──────── Provided data ────────

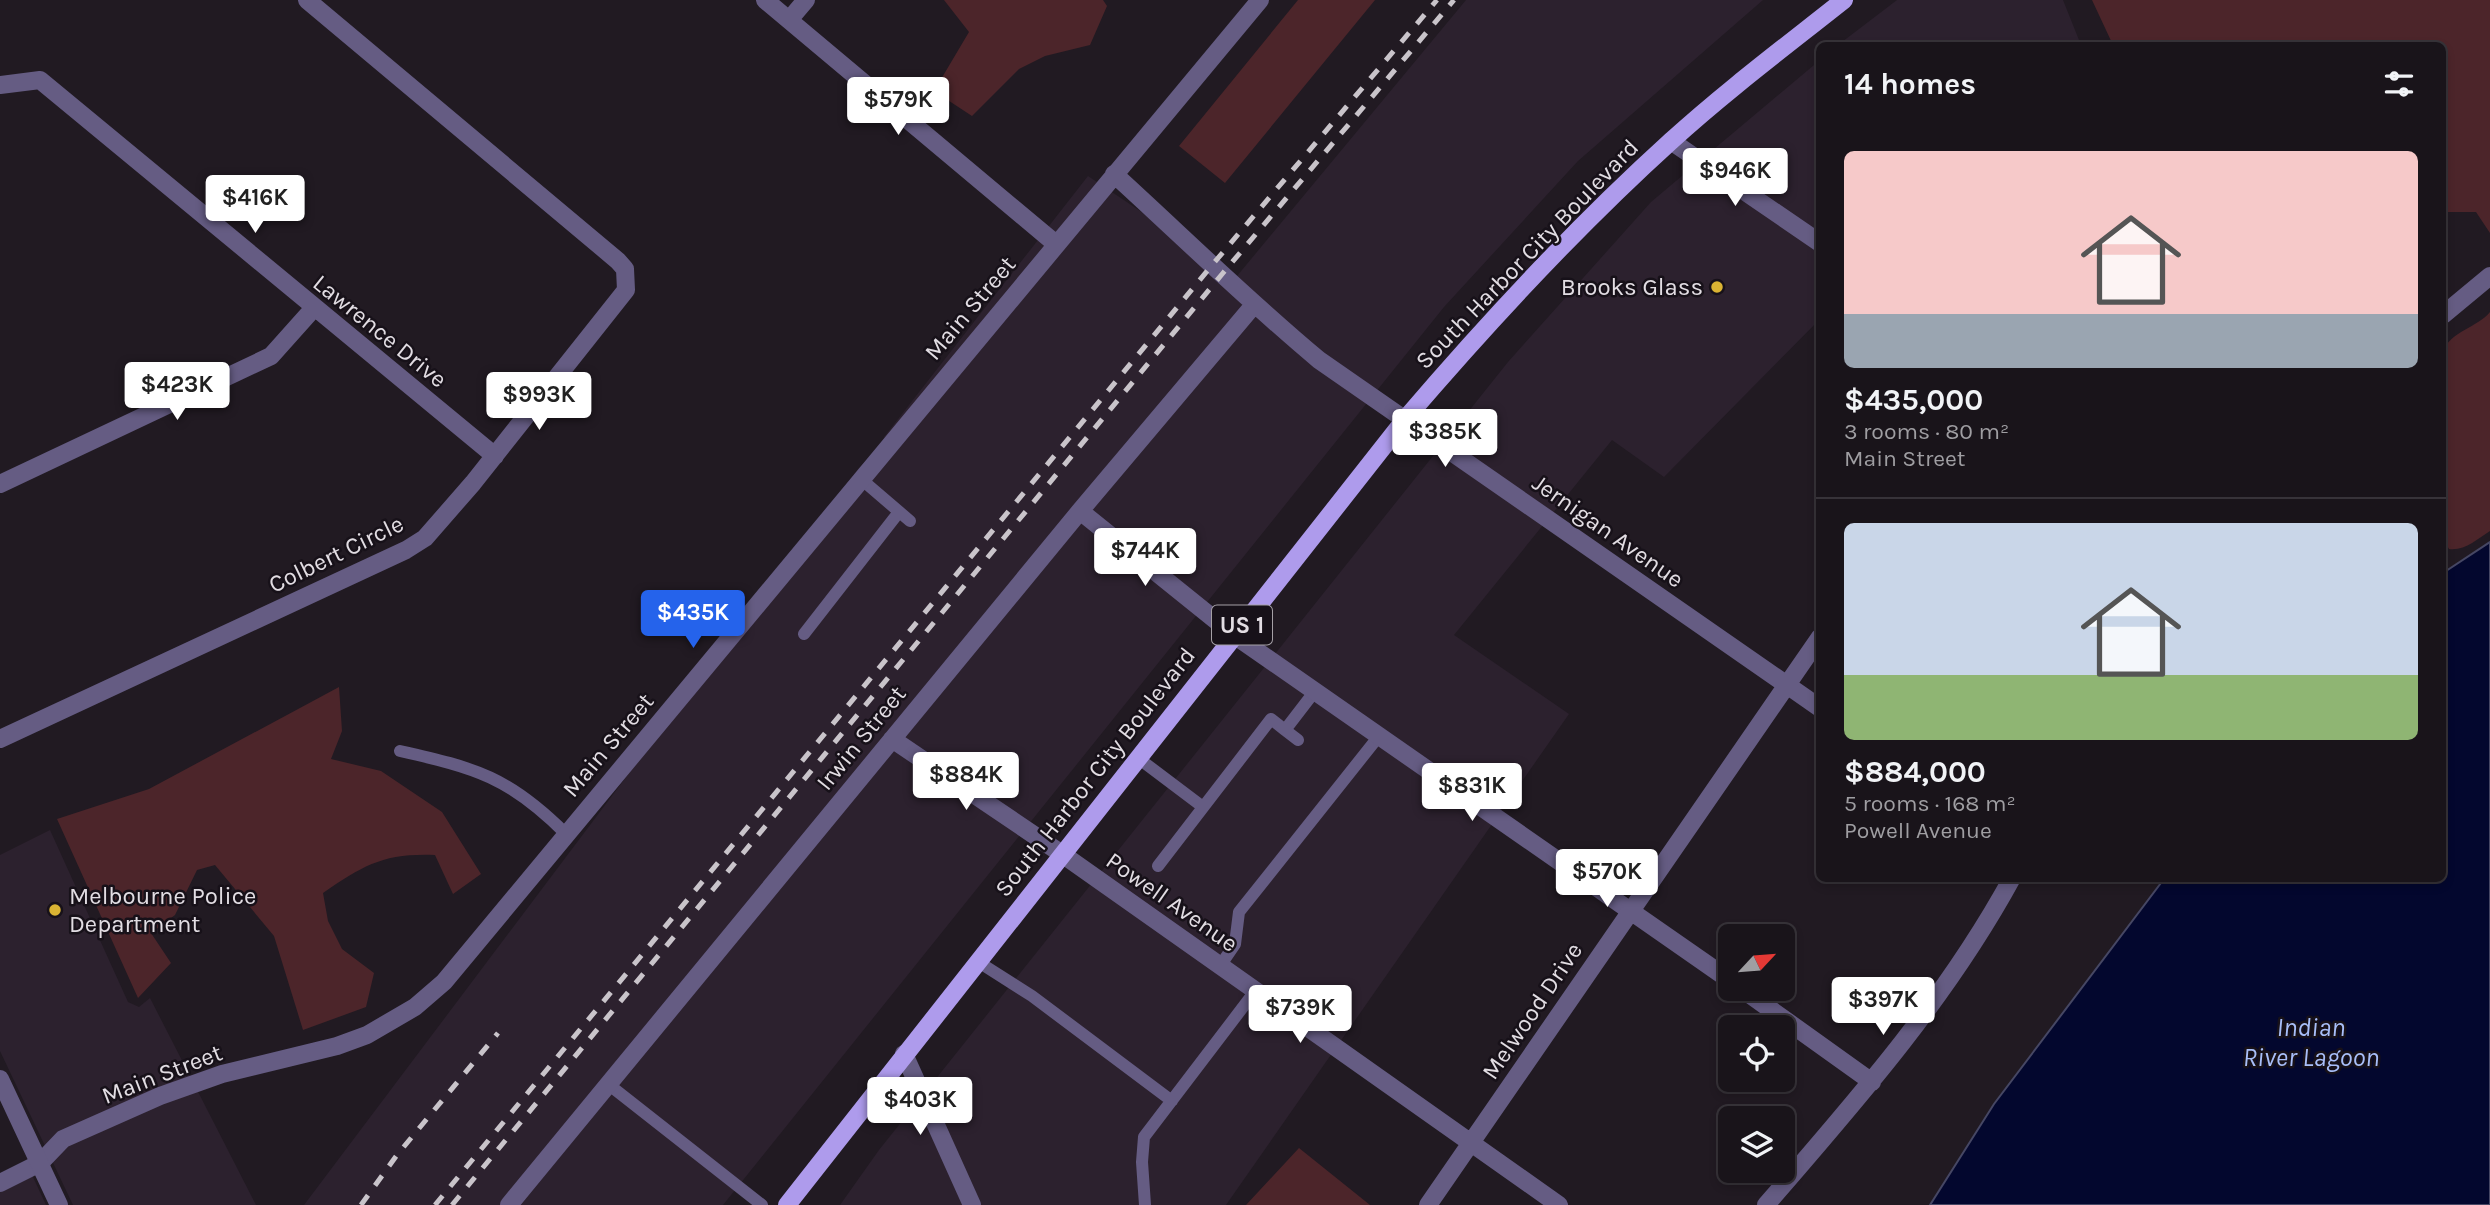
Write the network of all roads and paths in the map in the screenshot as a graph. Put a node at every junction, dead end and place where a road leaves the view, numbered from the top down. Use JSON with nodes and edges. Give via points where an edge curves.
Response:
{"nodes":[{"id":1,"x":307,"y":0,"type":"edge"},
{"id":2,"x":765,"y":0,"type":"edge"},
{"id":3,"x":806,"y":0,"type":"edge"},
{"id":4,"x":1260,"y":0,"type":"edge"},
{"id":5,"x":1844,"y":0,"type":"edge"},
{"id":6,"x":789,"y":20,"type":"junction"},
{"id":7,"x":0,"y":85,"type":"edge"},
{"id":8,"x":1671,"y":141,"type":"junction"},
{"id":9,"x":1114,"y":174,"type":"junction"},
{"id":10,"x":1816,"y":240,"type":"edge"},
{"id":11,"x":1056,"y":244,"type":"junction"},
{"id":12,"x":2490,"y":276,"type":"edge"},
{"id":13,"x":1253,"y":306,"type":"junction"},
{"id":14,"x":313,"y":309,"type":"junction"},
{"id":15,"x":2446,"y":313,"type":"edge"},
{"id":16,"x":1406,"y":418,"type":"junction"},
{"id":17,"x":495,"y":456,"type":"junction"},
{"id":18,"x":861,"y":479,"type":"junction"},
{"id":19,"x":0,"y":484,"type":"edge"},
{"id":20,"x":1080,"y":511,"type":"junction"},
{"id":21,"x":900,"y":512,"type":"junction"},
{"id":22,"x":910,"y":521,"type":"dead end"},
{"id":23,"x":804,"y":634,"type":"dead end"},
{"id":24,"x":1234,"y":635,"type":"junction"},
{"id":25,"x":1816,"y":643,"type":"edge"},
{"id":26,"x":1786,"y":686,"type":"junction"},
{"id":27,"x":1315,"y":691,"type":"junction"},
{"id":28,"x":1816,"y":705,"type":"edge"},
{"id":29,"x":1285,"y":730,"type":"junction"},
{"id":30,"x":1379,"y":736,"type":"junction"},
{"id":31,"x":0,"y":739,"type":"edge"},
{"id":32,"x":892,"y":739,"type":"junction"},
{"id":33,"x":1298,"y":740,"type":"dead end"},
{"id":34,"x":400,"y":751,"type":"dead end"},
{"id":35,"x":1138,"y":758,"type":"junction"},
{"id":36,"x":1335,"y":768,"type":"dead end"},
{"id":37,"x":1347,"y":776,"type":"junction"},
{"id":38,"x":1203,"y":807,"type":"junction"},
{"id":39,"x":566,"y":834,"type":"junction"},
{"id":40,"x":1062,"y":854,"type":"junction"},
{"id":41,"x":1158,"y":866,"type":"dead end"},
{"id":42,"x":2010,"y":882,"type":"edge"},
{"id":43,"x":1630,"y":909,"type":"junction"},
{"id":44,"x":977,"y":961,"type":"junction"},
{"id":45,"x":1220,"y":965,"type":"junction"},
{"id":46,"x":1718,"y":972,"type":"edge"},
{"id":47,"x":1256,"y":990,"type":"junction"},
{"id":48,"x":1759,"y":1001,"type":"edge"},
{"id":49,"x":904,"y":1054,"type":"junction"},
{"id":50,"x":0,"y":1079,"type":"edge"},
{"id":51,"x":1872,"y":1082,"type":"junction"},
{"id":52,"x":608,"y":1084,"type":"junction"},
{"id":53,"x":1172,"y":1101,"type":"junction"},
{"id":54,"x":1472,"y":1143,"type":"junction"},
{"id":55,"x":40,"y":1163,"type":"junction"},
{"id":56,"x":0,"y":1184,"type":"edge"},
{"id":57,"x":60,"y":1205,"type":"edge"},
{"id":58,"x":509,"y":1205,"type":"edge"},
{"id":59,"x":762,"y":1205,"type":"edge"},
{"id":60,"x":787,"y":1205,"type":"edge"},
{"id":61,"x":972,"y":1205,"type":"edge"},
{"id":62,"x":1145,"y":1205,"type":"edge"},
{"id":63,"x":1429,"y":1205,"type":"edge"},
{"id":64,"x":1559,"y":1205,"type":"edge"},
{"id":65,"x":1766,"y":1205,"type":"edge"}],
"edges":[{"from":1,"to":17,"type":"street","name":"Colbert Circle","via":[[625,269],[622,297]]},
{"from":2,"to":6,"type":"street"},
{"from":3,"to":6,"type":"street"},
{"from":4,"to":9,"type":"street","name":"Main Street"},
{"from":5,"to":8,"type":"main road","name":"South Harbor City Boulevard","number":"US 1"},
{"from":6,"to":11,"type":"street"},
{"from":7,"to":14,"type":"street","name":"Lawrence Drive","via":[[40,80]]},
{"from":8,"to":10,"type":"street"},
{"from":8,"to":16,"type":"main road","name":"South Harbor City Boulevard","number":"US 1","via":[[1534,275]]},
{"from":9,"to":11,"type":"street","name":"Main Street"},
{"from":9,"to":13,"type":"street","name":"Jernigan Avenue"},
{"from":11,"to":18,"type":"street","name":"Main Street"},
{"from":12,"to":15,"type":"street"},
{"from":13,"to":16,"type":"street","name":"Jernigan Avenue","via":[[1319,360]]},
{"from":13,"to":20,"type":"street","name":"Irwin Street"},
{"from":14,"to":17,"type":"street","name":"Lawrence Drive"},
{"from":14,"to":19,"type":"street","via":[[271,356]]},
{"from":16,"to":24,"type":"main road","name":"South Harbor City Boulevard","number":"US 1"},
{"from":16,"to":26,"type":"street","name":"Jernigan Avenue"},
{"from":17,"to":31,"type":"street","name":"Colbert Circle","via":[[425,538],[411,548]]},
{"from":18,"to":21,"type":"lane"},
{"from":18,"to":39,"type":"street","name":"Main Street"},
{"from":20,"to":24,"type":"street"},
{"from":20,"to":32,"type":"street","name":"Irwin Street"},
{"from":21,"to":22,"type":"lane"},
{"from":21,"to":23,"type":"lane"},
{"from":24,"to":27,"type":"street"},
{"from":24,"to":35,"type":"main road","name":"South Harbor City Boulevard","number":"US 1"},
{"from":25,"to":26,"type":"street","name":"Melwood Drive"},
{"from":26,"to":28,"type":"street","name":"Jernigan Avenue"},
{"from":26,"to":43,"type":"street","name":"Melwood Drive"},
{"from":27,"to":29,"type":"lane"},
{"from":27,"to":30,"type":"street"},
{"from":29,"to":33,"type":"lane"},
{"from":29,"to":38,"type":"lane","via":[[1271,719]]},
{"from":30,"to":37,"type":"lane"},
{"from":30,"to":43,"type":"street"},
{"from":32,"to":40,"type":"street","name":"Powell Avenue"},
{"from":32,"to":52,"type":"street","name":"Irwin Street"},
{"from":34,"to":39,"type":"lane","via":[[482,771],[512,788]]},
{"from":35,"to":38,"type":"lane"},
{"from":35,"to":40,"type":"main road","name":"South Harbor City Boulevard","number":"US 1"},
{"from":36,"to":37,"type":"lane"},
{"from":37,"to":45,"type":"lane","via":[[1239,912],[1235,944]]},
{"from":38,"to":41,"type":"lane"},
{"from":39,"to":55,"type":"street","name":"Main Street","via":[[444,982],[391,1023],[337,1046],[222,1074],[160,1096],[63,1139]]},
{"from":40,"to":44,"type":"main road","name":"South Harbor City Boulevard","number":"US 1"},
{"from":40,"to":45,"type":"street","name":"Powell Avenue"},
{"from":42,"to":51,"type":"street","via":[[1950,981]]},
{"from":43,"to":46,"type":"street"},
{"from":43,"to":54,"type":"street","name":"Melwood Drive"},
{"from":44,"to":49,"type":"main road","name":"South Harbor City Boulevard","number":"US 1"},
{"from":44,"to":53,"type":"lane","via":[[1032,996]]},
{"from":45,"to":47,"type":"street","name":"Powell Avenue"},
{"from":47,"to":53,"type":"lane"},
{"from":47,"to":54,"type":"street","name":"Powell Avenue"},
{"from":48,"to":51,"type":"street"},
{"from":49,"to":60,"type":"main road","name":"South Harbor City Boulevard","number":"US 1"},
{"from":49,"to":61,"type":"street"},
{"from":50,"to":55,"type":"street"},
{"from":51,"to":65,"type":"street"},
{"from":52,"to":58,"type":"street","name":"Irwin Street"},
{"from":52,"to":59,"type":"lane"},
{"from":53,"to":62,"type":"lane","via":[[1144,1137]]},
{"from":54,"to":63,"type":"street","name":"Melwood Drive"},
{"from":54,"to":64,"type":"street","name":"Powell Avenue"},
{"from":55,"to":56,"type":"street","name":"Main Street"},
{"from":55,"to":57,"type":"street"}]}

────────

### [Task prompt]
Every line containing the string "dead" should be pulled from the listing and copied.

### [Answer area]
Write the network of all roads and paths in the map in the screenshot as a graph. Put a node at every junction, dead end and place where a road leaves the view, numbered from the top down. Use JSON with nodes and edges. Give via points where an edge curves.
{"id":22,"x":910,"y":521,"type":"dead end"},
{"id":23,"x":804,"y":634,"type":"dead end"},
{"id":33,"x":1298,"y":740,"type":"dead end"},
{"id":34,"x":400,"y":751,"type":"dead end"},
{"id":36,"x":1335,"y":768,"type":"dead end"},
{"id":41,"x":1158,"y":866,"type":"dead end"},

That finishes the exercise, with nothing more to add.